Salvini—arguably Italy’s most powerful politician—was on an official visit to Moscow at the time of as the meeting. He has refused to give a full account of his movements, and many Italian newspapers claim that Salvini secretly met Dmitry Kozak, Russia’s deputy prime minister. Salvini hasn’t answered questions on the subject, calling inquiring journalists “rude.”
Salvini has been open, however, about his admiration of Vladimir Putin. In 2017 his Lega Party signed a co-operation accord with Putin’s United Russia. He has posed for photographs wearing a T-shirt showing the Russian leader’s face both in Red Square and inside the European Parliament. On the latter occasion, in November 2015, he announced he would exchange two Sergio Mattarellas (the Italian president) for half a Putin. He has said of Russia: “I feel at home here, unlike in some European countries.”

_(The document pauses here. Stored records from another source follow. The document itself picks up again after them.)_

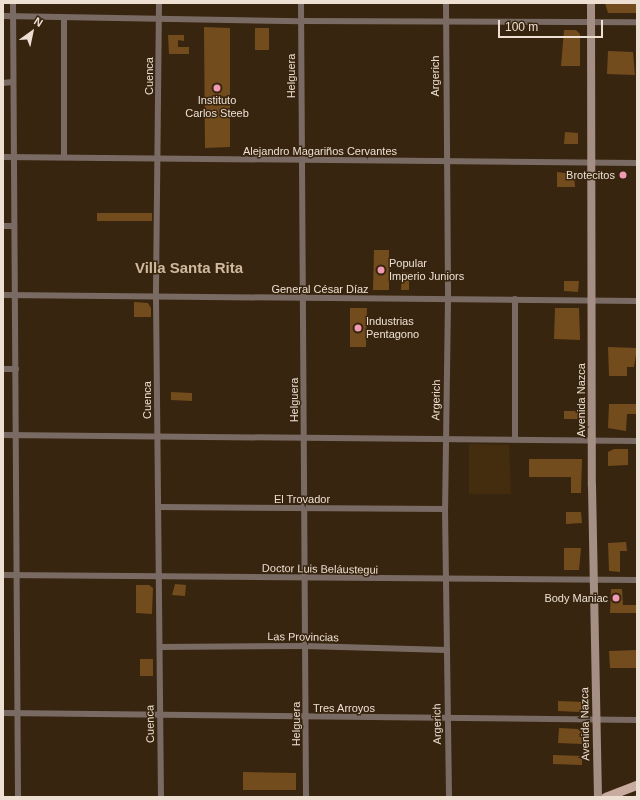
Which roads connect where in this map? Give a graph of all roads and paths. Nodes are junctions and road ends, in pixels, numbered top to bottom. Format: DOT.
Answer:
graph roads {
  1 [pos="12,3"];
  2 [pos="159,3"];
  3 [pos="301,3"];
  4 [pos="446,3"];
  5 [pos="591,3"];
  6 [pos="3,16"];
  7 [pos="12,16"];
  8 [pos="64,18"];
  9 [pos="159,18"];
  10 [pos="301,21"];
  11 [pos="446,22"];
  12 [pos="591,22"];
  13 [pos="637,22"];
  14 [pos="12,82"];
  15 [pos="3,83"];
  16 [pos="64,156"];
  17 [pos="3,157"];
  18 [pos="13,157"];
  19 [pos="159,159"];
  20 [pos="302,161"];
  21 [pos="445,161"];
  22 [pos="591,162"];
  23 [pos="637,163"];
  24 [pos="3,226"];
  25 [pos="13,226"];
  26 [pos="3,295"];
  27 [pos="14,296"];
  28 [pos="156,297"];
  29 [pos="304,299"];
  30 [pos="515,299"];
  31 [pos="448,300"];
  32 [pos="592,301"];
  33 [pos="637,302"];
  34 [pos="3,369"];
  35 [pos="16,369"];
  36 [pos="3,435"];
  37 [pos="17,435"];
  38 [pos="157,436"];
  39 [pos="304,439"];
  40 [pos="445,439"];
  41 [pos="515,439"];
  42 [pos="592,440"];
  43 [pos="637,441"];
  44 [pos="159,507"];
  45 [pos="445,509"];
  46 [pos="304,510"];
  47 [pos="3,575"];
  48 [pos="17,575"];
  49 [pos="158,576"];
  50 [pos="305,579"];
  51 [pos="447,580"];
  52 [pos="594,580"];
  53 [pos="637,580"];
  54 [pos="305,646"];
  55 [pos="160,647"];
  56 [pos="447,650"];
  57 [pos="3,713"];
  58 [pos="17,713"];
  59 [pos="159,715"];
  60 [pos="306,718"];
  61 [pos="447,718"];
  62 [pos="637,720"];
  63 [pos="596,721"];
  64 [pos="637,785"];
  65 [pos="637,796"];
  66 [pos="18,797"];
  67 [pos="161,797"];
  68 [pos="306,797"];
  69 [pos="449,797"];
  70 [pos="598,797"];
  71 [pos="605,797"];
  72 [pos="634,797"];
  1 -- 7 [label="street"];
  2 -- 9 [label="street, Cuenca"];
  3 -- 10 [label="street, Helguera"];
  4 -- 11 [label="street, Argerich"];
  5 -- 12 [label="main road, Avenida Nazca"];
  6 -- 7 [label="street"];
  7 -- 8 [label="street"];
  7 -- 14 [label="street"];
  8 -- 9 [label="street"];
  8 -- 16 [label="street"];
  9 -- 10 [label="street"];
  9 -- 19 [label="street, Cuenca"];
  10 -- 11 [label="street"];
  10 -- 20 [label="street, Helguera"];
  11 -- 12 [label="street"];
  11 -- 21 [label="street, Argerich"];
  12 -- 13 [label="street"];
  12 -- 22 [label="main road, Avenida Nazca"];
  14 -- 15 [label="street"];
  14 -- 18 [label="street"];
  16 -- 18 [label="street, Alejandro Magariños Cervantes"];
  16 -- 19 [label="street, Alejandro Magariños Cervantes"];
  17 -- 18 [label="street, Alejandro Magariños Cervantes"];
  18 -- 25 [label="street"];
  19 -- 20 [label="street, Alejandro Magariños Cervantes"];
  19 -- 28 [label="street, Cuenca"];
  20 -- 21 [label="street, Alejandro Magariños Cervantes"];
  20 -- 29 [label="street, Helguera"];
  21 -- 22 [label="street, Alejandro Magariños Cervantes"];
  21 -- 31 [label="street, Argerich"];
  22 -- 23 [label="street, Alejandro Magariños Cervantes"];
  22 -- 32 [label="main road, Avenida Nazca"];
  24 -- 25 [label="street"];
  25 -- 27 [label="street"];
  26 -- 27 [label="street, General César Díaz"];
  27 -- 28 [label="street, General César Díaz"];
  27 -- 35 [label="street"];
  28 -- 29 [label="street, General César Díaz"];
  28 -- 38 [label="street, Cuenca"];
  29 -- 31 [label="street, General César Díaz"];
  29 -- 39 [label="street, Helguera"];
  30 -- 31 [label="street, General César Díaz"];
  30 -- 32 [label="street, General César Díaz"];
  30 -- 41 [label="street"];
  31 -- 40 [label="street, Argerich"];
  32 -- 33 [label="street, General César Díaz"];
  32 -- 42 [label="main road, Avenida Nazca"];
  34 -- 35 [label="street"];
  35 -- 37 [label="street"];
  36 -- 37 [label="street"];
  37 -- 38 [label="street"];
  37 -- 48 [label="street"];
  38 -- 39 [label="street"];
  38 -- 44 [label="street, Cuenca"];
  39 -- 40 [label="street"];
  39 -- 46 [label="street, Helguera"];
  40 -- 41 [label="street"];
  40 -- 45 [label="street, Argerich"];
  41 -- 42 [label="street"];
  42 -- 43 [label="street"];
  42 -- 52 [label="main road, Avenida Nazca"];
  44 -- 46 [label="street, El Trovador"];
  44 -- 49 [label="street, Cuenca"];
  45 -- 46 [label="street, El Trovador"];
  45 -- 51 [label="street, Argerich"];
  46 -- 50 [label="street, Helguera"];
  47 -- 48 [label="street, Doctor Luis Beláustegui"];
  48 -- 49 [label="street, Doctor Luis Beláustegui"];
  48 -- 58 [label="street"];
  49 -- 50 [label="street, Doctor Luis Beláustegui"];
  49 -- 55 [label="street, Cuenca"];
  50 -- 51 [label="street, Doctor Luis Beláustegui"];
  50 -- 54 [label="street, Helguera"];
  51 -- 52 [label="street, Doctor Luis Beláustegui"];
  51 -- 56 [label="street, Argerich"];
  52 -- 53 [label="street, Doctor Luis Beláustegui"];
  52 -- 63 [label="main road, Avenida Nazca"];
  54 -- 55 [label="street, Las Provincias"];
  54 -- 56 [label="street, Las Provincias"];
  54 -- 60 [label="street, Helguera"];
  55 -- 59 [label="street, Cuenca"];
  56 -- 61 [label="street, Argerich"];
  57 -- 58 [label="street, Tres Arroyos"];
  58 -- 59 [label="street, Tres Arroyos"];
  58 -- 66 [label="street"];
  59 -- 60 [label="street, Tres Arroyos"];
  59 -- 67 [label="street, Cuenca"];
  60 -- 61 [label="street, Tres Arroyos"];
  60 -- 68 [label="street, Helguera"];
  61 -- 63 [label="street, Tres Arroyos"];
  61 -- 69 [label="street, Argerich"];
  62 -- 63 [label="street, Tres Arroyos"];
  63 -- 70 [label="main road, Avenida Nazca"];
  64 -- 71 [label="main road"];
  65 -- 72 [label="lane"];
}
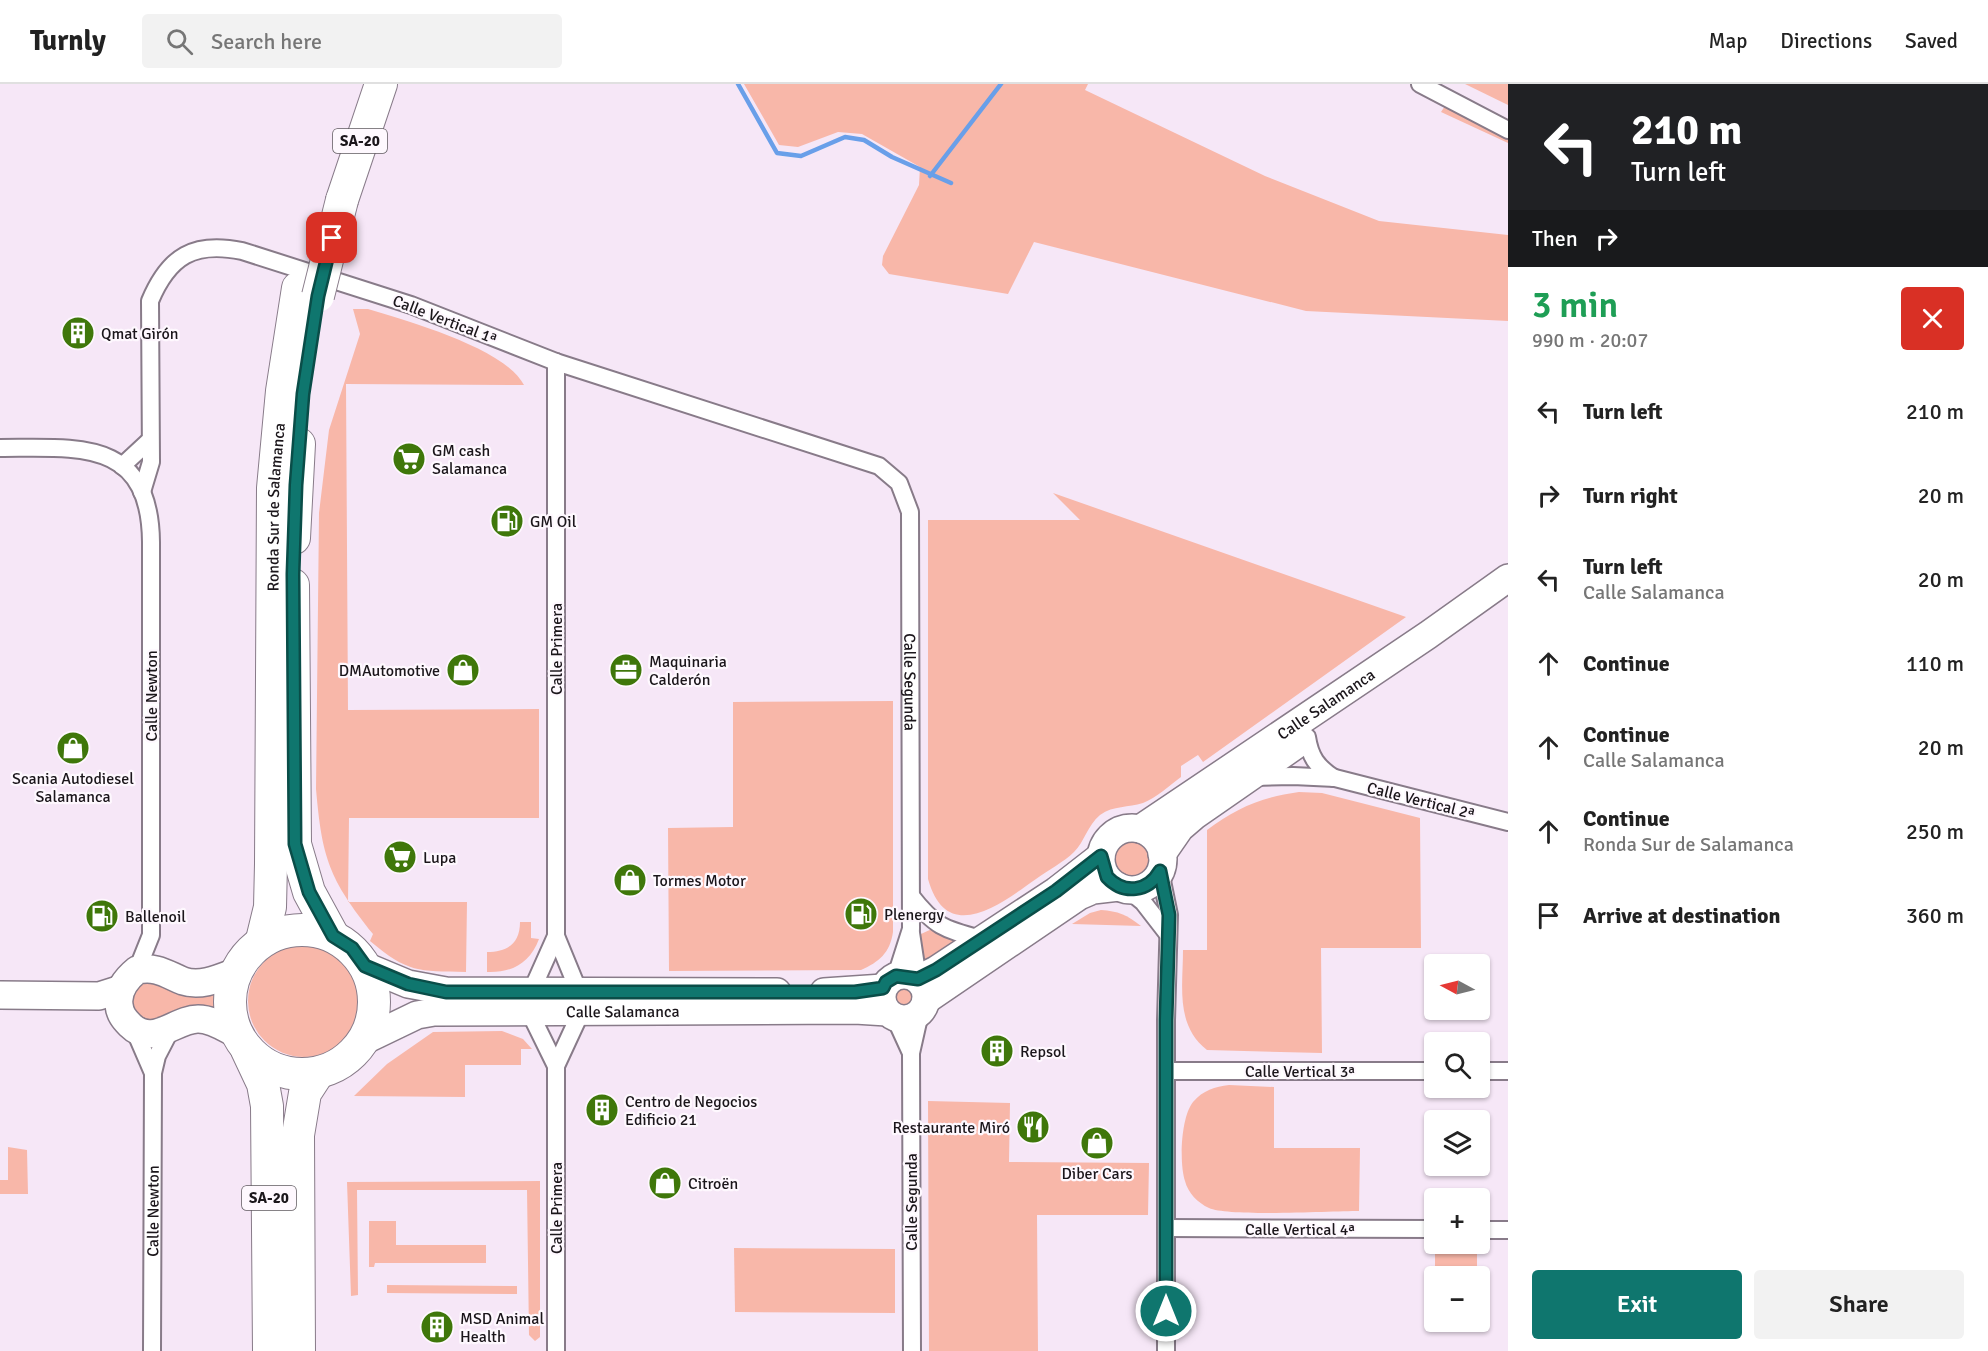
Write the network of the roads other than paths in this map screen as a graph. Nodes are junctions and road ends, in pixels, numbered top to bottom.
1 (359, 84) edge
2 (381, 84) edge
3 (1420, 84) edge
4 (1508, 130) edge
5 (332, 197) junction
6 (308, 292) junction
7 (556, 362) junction
8 (149, 441) junction
9 (0, 448) edge
10 (122, 466) junction
11 (891, 474) joint
12 (142, 492) junction
13 (1503, 587) edge
14 (1433, 641) junction
15 (1307, 737) junction
16 (1250, 777) junction
17 (1335, 778) junction
18 (1508, 822) edge
19 (1140, 829) junction
20 (1101, 856) junction
21 (1161, 862) junction
22 (1123, 888) junction
23 (911, 896) junction
24 (1167, 933) junction
25 (151, 935) junction
26 (333, 936) junction
27 (556, 936) junction
28 (981, 939) junction
29 (262, 940) junction
30 (365, 966) junction
31 (165, 971) junction
32 (236, 972) junction
33 (0, 995) edge
34 (904, 998) junction
35 (128, 1000) junction
36 (530, 1001) junction
37 (580, 1002) junction
38 (0, 1006) edge
39 (171, 1029) junction
40 (363, 1041) junction
41 (242, 1042) junction
42 (912, 1053) junction
43 (556, 1066) junction
44 (1166, 1071) junction
45 (1424, 1071) edge
46 (1490, 1071) edge
47 (1508, 1071) edge
48 (153, 1073) junction
49 (318, 1073) junction
50 (1166, 1228) junction
51 (1424, 1229) edge
52 (1490, 1230) edge
53 (1508, 1230) edge
54 (152, 1351) edge
55 (269, 1351) edge
56 (298, 1351) edge
57 (556, 1351) edge
58 (912, 1351) edge
59 (1166, 1351) edge

1 - 5 highway, Ronda Sur de Salamanca / SA-20
2 - 5 highway, Ronda Sur de Salamanca / SA-20
3 - 4 street
5 - 6 highway, Ronda Sur de Salamanca / SA-20
6 - 26 highway, Ronda Sur de Salamanca / SA-20
6 - 29 highway, Ronda Sur de Salamanca / SA-20
7 - 8 street, Calle Vertical 1ª
7 - 11 street, Calle Vertical 1ª
7 - 27 street, Calle Primera
8 - 10 street
8 - 12 street, Calle Vertical 1ª
9 - 10 street
10 - 12 street, Calle Newton
11 - 23 street, Calle Segunda
12 - 25 street, Calle Newton
13 - 14 main road, Calle Salamanca
14 - 15 main road, Calle Salamanca
14 - 19 main road, Calle Salamanca
15 - 16 main road, Calle Salamanca
15 - 17 street, Calle Vertical 2ª
16 - 17 street, Calle Vertical 2ª
16 - 21 main road, Calle Salamanca
17 - 18 street, Calle Vertical 2ª
19 - 20 main road
19 - 21 main road
20 - 22 main road
20 - 28 main road
21 - 22 main road
21 - 24 street
22 - 24 street
22 - 34 main road
23 - 28 street
23 - 34 street, Calle Segunda
24 - 44 street
25 - 31 street, Calle Newton
25 - 35 street, Calle Newton
26 - 29 highway, Ronda Sur de Salamanca / SA-20
26 - 30 highway, Ronda Sur de Salamanca / SA-20
27 - 36 street, Calle Primera
27 - 37 street, Calle Primera
28 - 34 main road
29 - 32 highway, Ronda Sur de Salamanca / SA-20
30 - 36 main road, Calle Salamanca
30 - 40 highway, Ronda Sur de Salamanca / SA-20
31 - 32 main road
31 - 35 main road
32 - 41 highway, Ronda Sur de Salamanca / SA-20
33 - 35 main road
34 - 37 main road, Calle Salamanca
34 - 42 street, Calle Segunda
34 - 42 street, Calle Segunda
35 - 38 main road
35 - 39 main road
35 - 48 street, Calle Newton
36 - 37 main road, Calle Salamanca
36 - 40 main road, Calle Salamanca
36 - 43 street, Calle Primera
37 - 43 street, Calle Primera
39 - 41 main road
39 - 48 street, Calle Newton
40 - 49 highway, Ronda Sur de Salamanca / SA-20
41 - 49 highway, Ronda Sur de Salamanca / SA-20
41 - 55 highway, Ronda Sur de Salamanca / SA-20
42 - 58 street, Calle Segunda
43 - 57 street, Calle Primera
44 - 45 street, Calle Vertical 3ª
44 - 50 street
46 - 47 street
48 - 54 street, Calle Newton
49 - 56 highway, SA-20
50 - 51 street, Calle Vertical 4ª
50 - 59 street
52 - 53 street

This fawning relationship between Salvini and Putin was forged by two men. One was Savoini, himself married to a Russian and, prior to his Lega affiliations, on the fringes of various neo-Nazi parties. The other is the prolific fascist writer (and former adviser to various figures in Putin’s regime) Aleksandr Dugin, who interviewed Salvini in 2016 and is a frequent visitor to Italian salons. His notion of “Eurasianism”—of a new continent centred on Moscow—has attracted far-right nationalists across Europe who are drawn to Russia’s macho opposition to multiculturalism, gay rights, the EU and Islam.
Italy’s far right has been seduced more than most. A constellation of Italian fascists has been drawn to Moscow over the last decade. In March 2015, Roberto Fiore, founder of the neo-fascist party Forza Nuova, attended the “International Russian Conservative Forum” in St Petersburg alongside the BNP’s Nick Griffin and members of Greece’s neo-Nazi Golden Dawn. Another man present was a representative of the Lombardy-Russian Association, a strange organisation that acts as a bridge between the economic interests of politicians from the Lega and United Russia.
Various far-right Italian mercenaries and ultras (the country’s extremist football fans) are even fighting alongside Russian forces in Eastern Ukraine. Many of those combatants have made contact with a neo-Nazi organisation called Rusich, inspired by Pan-Slavism and a longing to recreate a 21st-century nationalistic version of the USSR. The exchange of personnel goes in both directions: in recent years various Italo-Russians have stood in local elections in Rome for Forza Nuova and another neo-fascist party, Fratelli D’Italia.
Apologists for this odd alliance say that Russia and Italy have always had extraordinarily close cultural ties. Italian architects were responsible for building many of Moscow’s iconic buildings in the 15th century, and Nikolai Gogol and Maxim Gorky were -notorious Italophiles. Palmiro Togliatti, the leader of the Italian Communist Party for 33 years, lived in the Soviet Union during his exile from fascism and even had a city on the river Volga named after him, where Fiat duly built a huge car factory.
But there are strategic and philosophical reasons, too. Both Putin and Salvini long to weaken the EU because they are nationalists who mix with proponents of racial purity. The bond is also, of course, economic. The commercial exchange between the two countries has almost halved since the introduction of sanctions in the aftermath of Russia’s annexation of Crimea—sanctions both leaders want to end. Even so, Italy is the fifth biggest exporter to Russia and many major Italian companies are heavily invested in the country. Italy, too, is dependent on Russian fuel: 18 per cent of its petrol and 43 per cent of its natural gas comes from the country. In that context, the allegation that a few million tonnes of discounted oil were intended to grease the Lega’s wheels is almost unsurprising.
And yet the Russian oil story has barely dented Salvini’s popularity. The Italian public suffers from so much scandal fatigue that yet another one barely registers, especially thanks to an often-compliant mainstream media. It was a sign of his confidence that, in the midst of the revelations, Salvini announced that his party was withdrawing from the government. He intended to force new elections that his party, polling at around 35 per cent, seemed certain to win. But Italian politics is rarely predictable: the centre-left Democratic Party and the Five Star Movement patched up their differences and—for the moment—banished Salvini to the opposition benches.